Only the number is wanted: state how many lines of the data below contain the word "road".

-- Supplied material follows --

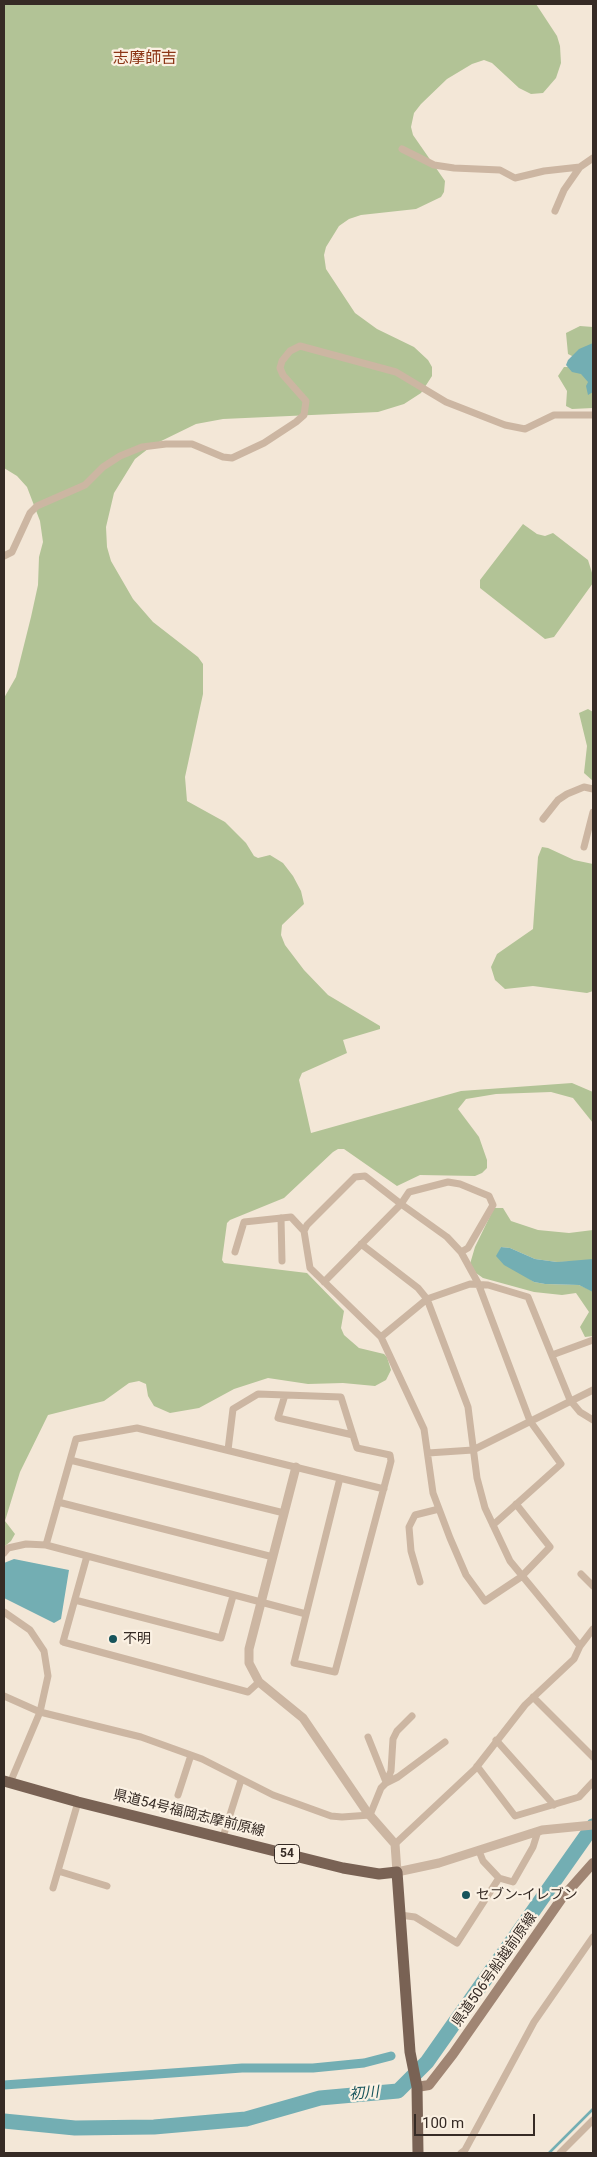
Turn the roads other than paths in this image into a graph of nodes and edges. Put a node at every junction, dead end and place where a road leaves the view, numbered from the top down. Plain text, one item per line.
1 (402, 149) dead end
2 (593, 158) edge
3 (580, 167) junction
4 (555, 211) dead end
5 (593, 414) edge
6 (4, 556) edge
7 (593, 789) edge
8 (593, 812) edge
9 (543, 819) dead end
10 (584, 847) dead end
11 (401, 1204) junction
12 (281, 1218) junction
13 (304, 1230) junction
14 (361, 1244) junction
15 (236, 1252) dead end
16 (461, 1252) junction
17 (282, 1261) dead end
18 (324, 1282) junction
19 (478, 1283) junction
20 (426, 1300) junction
21 (381, 1338) junction
22 (593, 1340) edge
23 (552, 1356) junction
24 (593, 1390) edge
25 (285, 1395) junction
26 (570, 1400) junction
27 (593, 1420) edge
28 (530, 1421) junction
29 (353, 1435) junction
30 (228, 1450) junction
31 (473, 1450) junction
32 (428, 1453) junction
33 (70, 1460) junction
34 (296, 1468) junction
35 (340, 1478) junction
36 (384, 1489) junction
37 (58, 1502) junction
38 (516, 1504) junction
39 (439, 1509) junction
40 (284, 1513) junction
41 (493, 1525) junction
42 (46, 1545) junction
43 (4, 1553) edge
44 (87, 1556) junction
45 (272, 1557) junction
46 (581, 1574) dead end
47 (521, 1576) junction
48 (420, 1582) dead end
49 (593, 1586) edge
50 (233, 1596) junction
51 (75, 1600) junction
52 (260, 1603) junction
53 (4, 1612) edge
54 (306, 1614) junction
55 (593, 1628) edge
56 (580, 1646) junction
57 (259, 1682) junction
58 (4, 1696) edge
59 (533, 1697) junction
60 (40, 1712) junction
61 (412, 1716) dead end
62 (368, 1737) dead end
63 (496, 1740) junction
64 (445, 1742) dead end
65 (191, 1755) junction
66 (593, 1757) edge
67 (478, 1766) junction
68 (241, 1780) junction
69 (7, 1782) edge
70 (593, 1782) edge
71 (386, 1783) junction
72 (178, 1795) dead end
73 (78, 1802) junction
74 (554, 1805) junction
75 (370, 1815) junction
76 (593, 1825) edge
77 (540, 1831) junction
78 (223, 1837) junction
79 (395, 1844) junction
80 (479, 1851) junction
81 (593, 1863) edge
82 (58, 1871) junction
83 (397, 1872) junction
84 (500, 1878) junction
85 (107, 1886) dead end
86 (53, 1888) dead end
87 (400, 1914) junction
88 (593, 1937) edge
89 (417, 2088) junction
90 (593, 2120) edge
91 (418, 2153) edge
92 (461, 2153) edge
93 (560, 2153) edge

1 - 3 street
2 - 3 street
3 - 4 street
5 - 6 street
7 - 9 street
8 - 10 street
11 - 13 street
11 - 14 street
11 - 16 street
11 - 16 street
12 - 13 street
12 - 15 street
12 - 17 street
13 - 18 street
14 - 18 street
14 - 20 street
16 - 19 street
18 - 21 street
19 - 20 street
19 - 23 street
19 - 28 street
20 - 21 street
20 - 31 street
21 - 32 street
22 - 23 street
23 - 26 street
24 - 26 street
25 - 29 street
25 - 29 street
25 - 30 street
26 - 27 street
26 - 28 street
28 - 31 street
28 - 38 street
29 - 36 street
30 - 33 street
30 - 34 street
31 - 32 street
31 - 41 street
32 - 39 street
33 - 37 street
33 - 40 street
34 - 35 street
34 - 40 street
35 - 36 street
35 - 54 street
36 - 54 street
37 - 42 street
37 - 45 street
38 - 41 street
38 - 47 street
39 - 47 street
39 - 48 street
40 - 45 street
41 - 47 street
42 - 43 street
42 - 44 street
44 - 50 street
44 - 51 street
45 - 52 street
46 - 49 street
47 - 56 street
50 - 51 street
50 - 52 street
51 - 57 street
52 - 54 street
52 - 57 street
53 - 60 street
55 - 56 street
56 - 59 street
57 - 75 street
58 - 60 street
59 - 63 street
59 - 66 street
60 - 65 street
60 - 69 street
61 - 71 street
62 - 71 street
63 - 67 street
63 - 74 street
64 - 71 street
65 - 68 street
65 - 72 street
67 - 74 street
67 - 79 street
68 - 75 street
68 - 78 street
69 - 73 main road, 県道54号福岡志摩前原線 / 54
70 - 74 street
71 - 75 street
73 - 78 main road, 県道54号福岡志摩前原線 / 54
73 - 82 street
75 - 79 street
76 - 77 street
77 - 80 street
77 - 84 street
78 - 83 main road, 県道54号福岡志摩前原線 / 54
79 - 83 street
80 - 83 street
80 - 84 street
81 - 89 main road, 県道506号船越前原線
82 - 85 street
82 - 86 street
83 - 87 main road
84 - 87 street
87 - 89 main road
88 - 92 street
89 - 91 main road
90 - 93 street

-- Supplied material concluded --

— Exercise answer —
8